Pour elle, la prétendue "guerre des sexes" n'était rien de plus qu'une sombre connerie inventée par ceux qui avaient peur que la montée en puissance des femmes les privent de pouvoir, alors que rien ne leur était demandé de plus que d'en partager les territoires. Et pas au nom d'un cadeau qu'ils feraient aux femmes dans un geste magnanime circonscrit aux périmètres de leur bonne volonté ; mais juste parce qu'elles constituent la moitié de l'humanité. L'argument, simple, direct et implacable, est celui d'Olympe de Gouges, dont Benoîte Groult fut la première à éditer la Déclaration des Droits de la Femme et de la Citoyenne, avant de s'en faire la biographe, aussi rigoureuse dans le travail documentaire que communicative dans l'exercice d'admiration.
Benoîte Groult était une combattante. Le verbe pointu et le mot qui fait mouche, cette intelligence supérieure excellait dans l'art du débat, assumant préférer les questions qui agitent les esprits aux réponses qui les assagissent dans le confort lénifiant des idées arrêtées.
C'était aussi une fine plume, évidemment. Qui a l'instar d'une autre de mes modèles, Virginia Woolf, en avait sa claque que l'on réserve le titre de génie au masculin singulier : " "Citez-moi donc un Beethoven femelle ? Un Descartes ou un Picasso femelle ?" Et le dernier des minus de nous regarder, triomphant, comme si ces génies étaient de sa famille et que leur gloire rejaillit tout naturellement sur lui par le seul fait qu'il possède lui aussi une robinetterie apparente !" s'exclamait-elle dans le célèbre recueil d'entretiens Ainsi soit-elle que plus d'une féministe tient pour bible.
Convaincue après Woolf que "tuer la fée du foyer reste le premier devoir d’une femme qui veut écrire" et qu'il est juste de donner aux femmes le temps, l'espace et les moyens d'écrire (car comment s'inspirer et s'exprimer quand tout l'agenda et tout l'esprit sont occupés à faire du rangement dans les maisons fermées où l'on n'a pas même une chambre à soi), elle s'agaçait fortement que l'on ne puisse s'empêcher de qualifier les livres écrits par des femmes de "féminins", quitte à se vautrer dans le contre-sens quand c'est de l'oeuvre d'écrivaines comme celles-ci que l'on parle.

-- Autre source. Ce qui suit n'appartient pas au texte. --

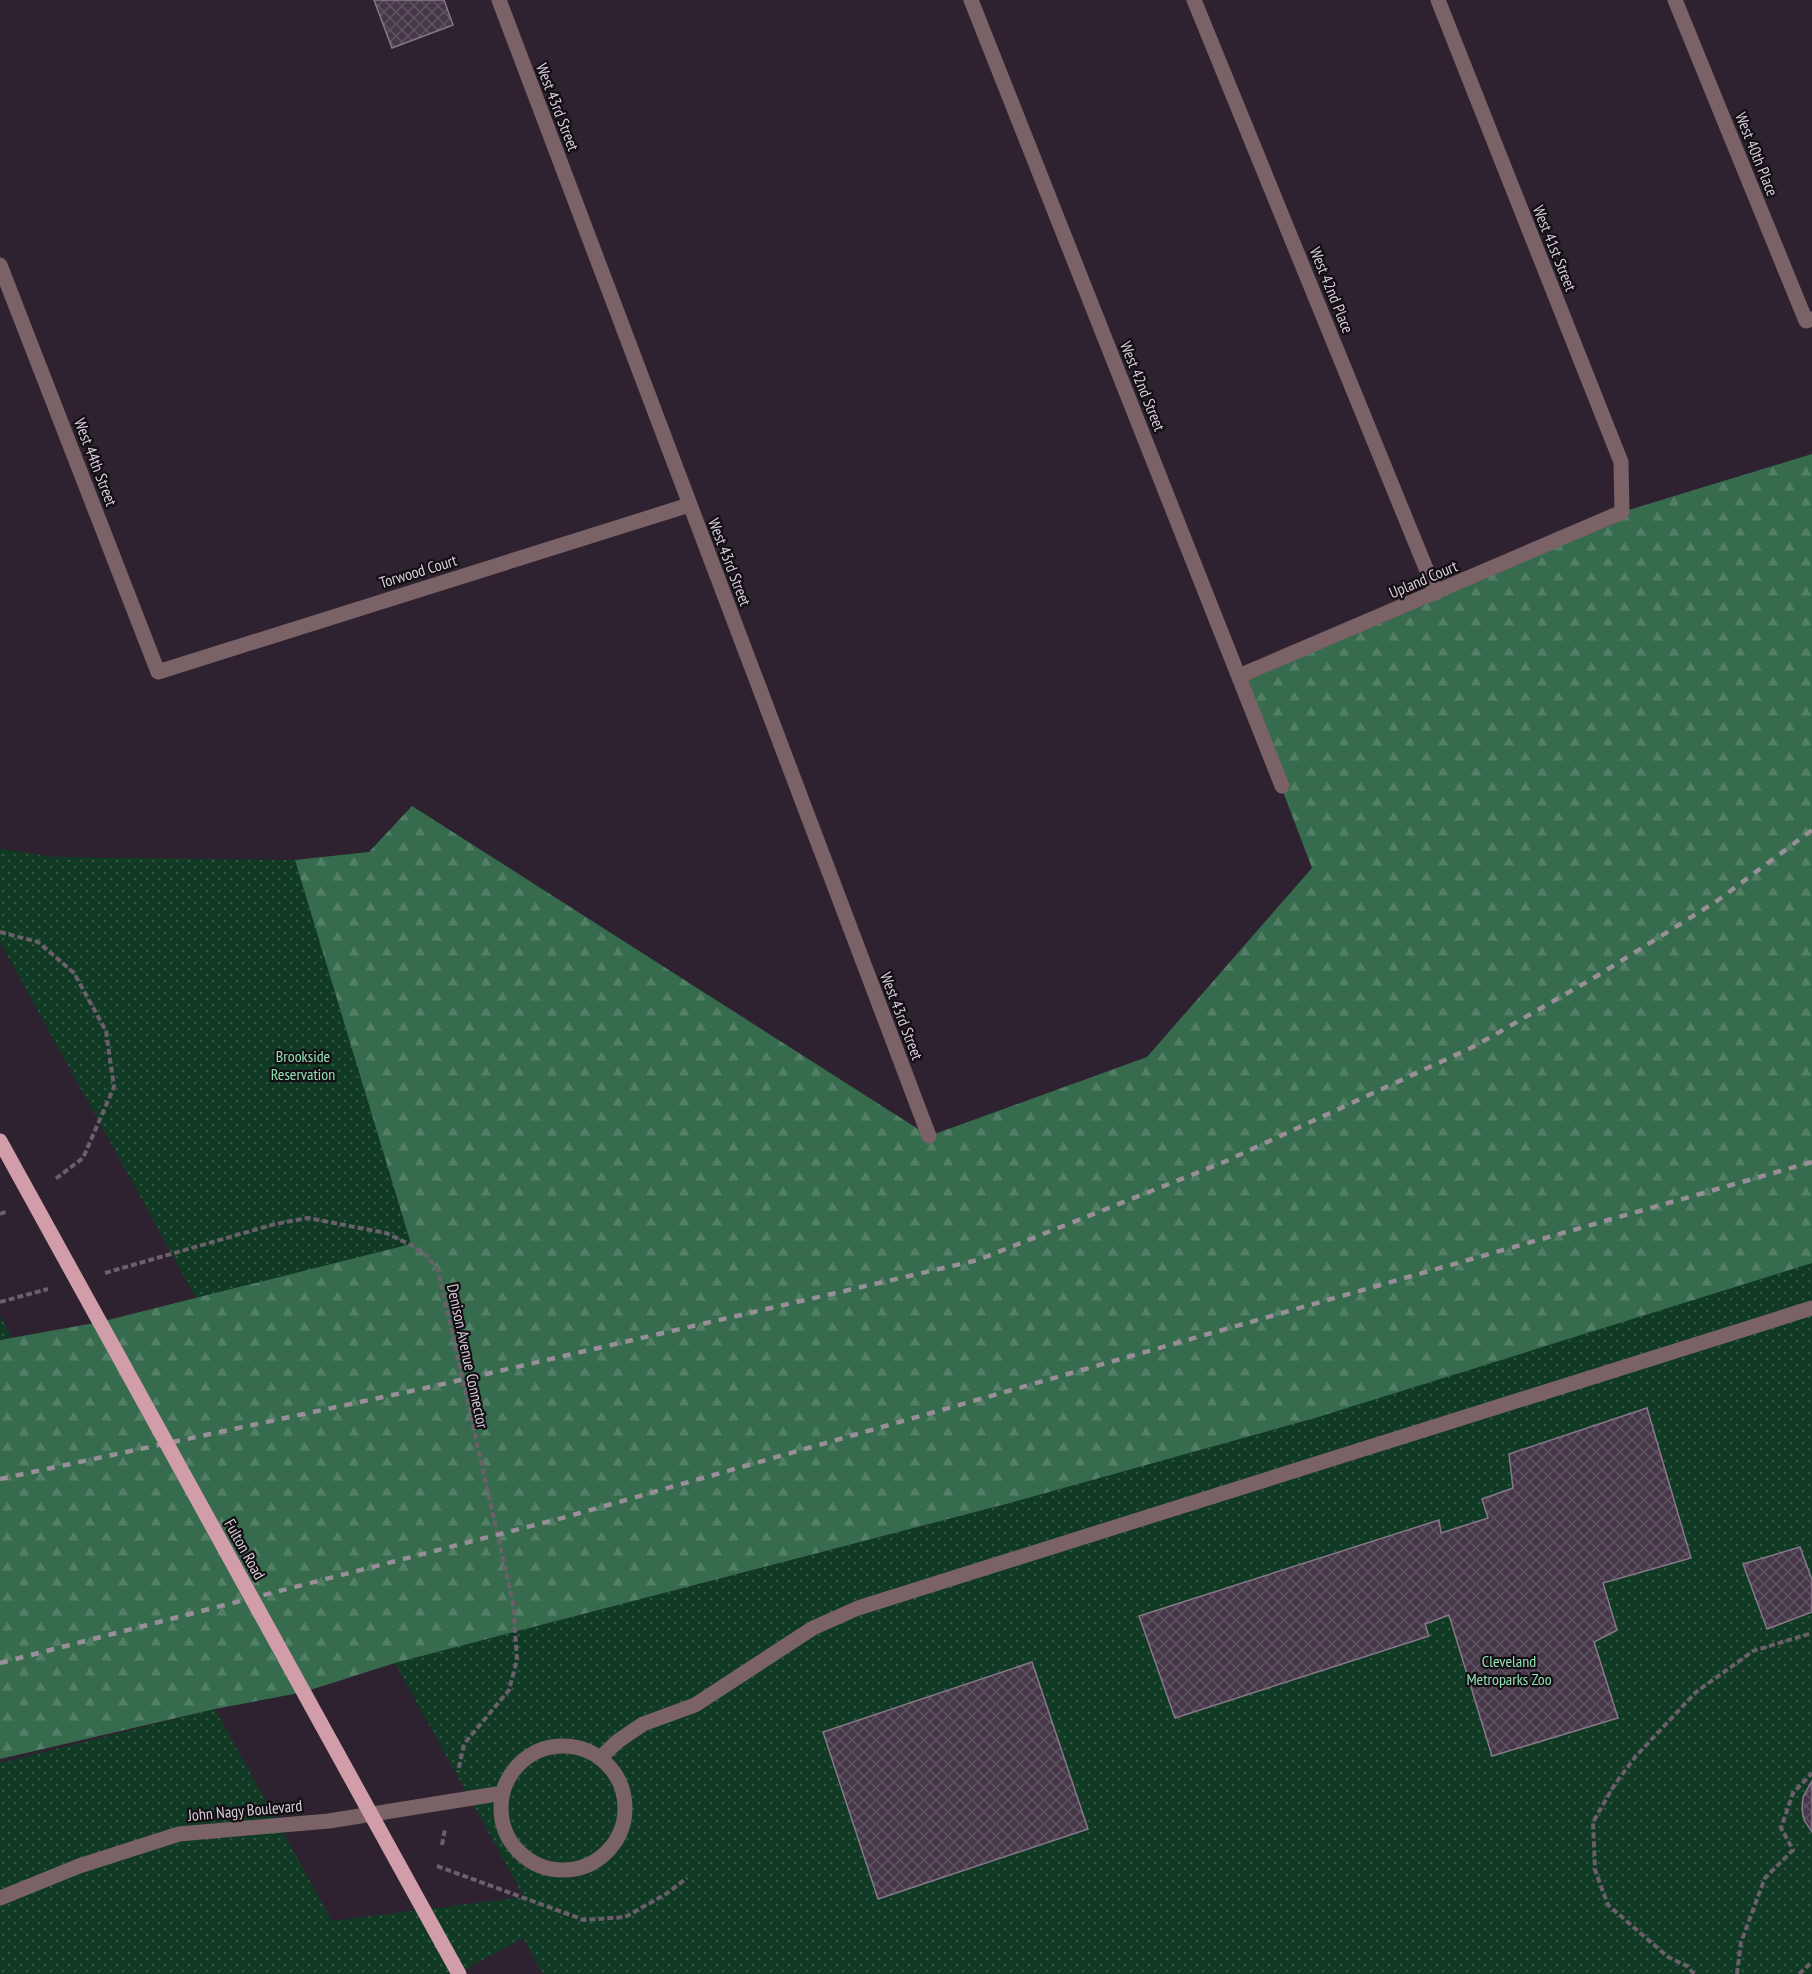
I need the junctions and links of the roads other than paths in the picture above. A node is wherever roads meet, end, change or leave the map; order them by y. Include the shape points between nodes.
1 (499, 0) edge
2 (971, 0) edge
3 (1194, 0) edge
4 (1438, 0) edge
5 (1675, 0) edge
6 (0, 266) edge
7 (1809, 320) edge
8 (689, 505) junction
9 (1622, 512) joint
10 (1436, 593) junction
11 (158, 672) joint
12 (1239, 676) junction
13 (1282, 786) dead end
14 (928, 1136) dead end
15 (0, 1141) edge
16 (1812, 1308) edge
17 (600, 1758) junction
18 (503, 1793) junction
19 (0, 1898) edge
20 (459, 1974) edge

1 - 8 street, West 43rd Street
2 - 12 street, West 42nd Street
3 - 10 street, West 42nd Place
4 - 9 street, West 41st Street via 1621,462
5 - 7 street, West 40th Place
6 - 11 street, West 44th Street
8 - 11 street, Torwood Court
8 - 14 street, West 43rd Street
9 - 10 street, Upland Court
10 - 12 street, Upland Court
12 - 13 street, West 42nd Street
15 - 20 main road, Fulton Road, bridge
16 - 17 street via 858,1608 813,1628 695,1705 643,1724
17 - 18 street via 570,1746 535,1753 509,1777
17 - 18 street via 615,1773 626,1813 609,1850 593,1863 574,1870 553,1870 534,1864 517,1851 506,1834 501,1814
18 - 19 street, John Nagy Boulevard via 329,1821 179,1834 79,1866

Groult était une formidable emmerdeuse qui, par sa personnalité, son franc-parler, son immense talent et son humour ravageur, a donné ses lettres de noblesse à l'insulte. On appelle ça un "retournement du stigmate", dans la pensée foucaldienne : c'est quand moi, femme et féministe, assumée, je reprends volontairement à mon compte et au crédit de ma fierté ce qui m'était adressé pour me disqualifier.
Je suis une emmerdeuse, fière de compter parmi celles et ceux qui ne veulent pas attendre demain, après-demain, dix ans ou dix siècles pour que l'égalité femmes/hommes devienne une réalité concrète. Cette passion qui me fait me lever, optimiste et blindée de courage chaque matin, je la dois en grande partie à Benoîte Groult, qui m'a accompagnée dans l'expérience de vivre en infatiguable militante au cours des trente dernières années... Et qui m'accompagnera encore longtemps.
Merci, merci, merci Benoîte.
"Car le féminisme ne se résume pas à une revendication de justice, parfois rageuse, ni à telle ou telle manifestation scandaleuse, c'est aussi la promesse ou du moins l'espoir d'un monde différent et qui pourrait être meilleur. On n'en parle jamais. Comme on ne nous parle jamais de ces femmes qui se sont battues pour nous".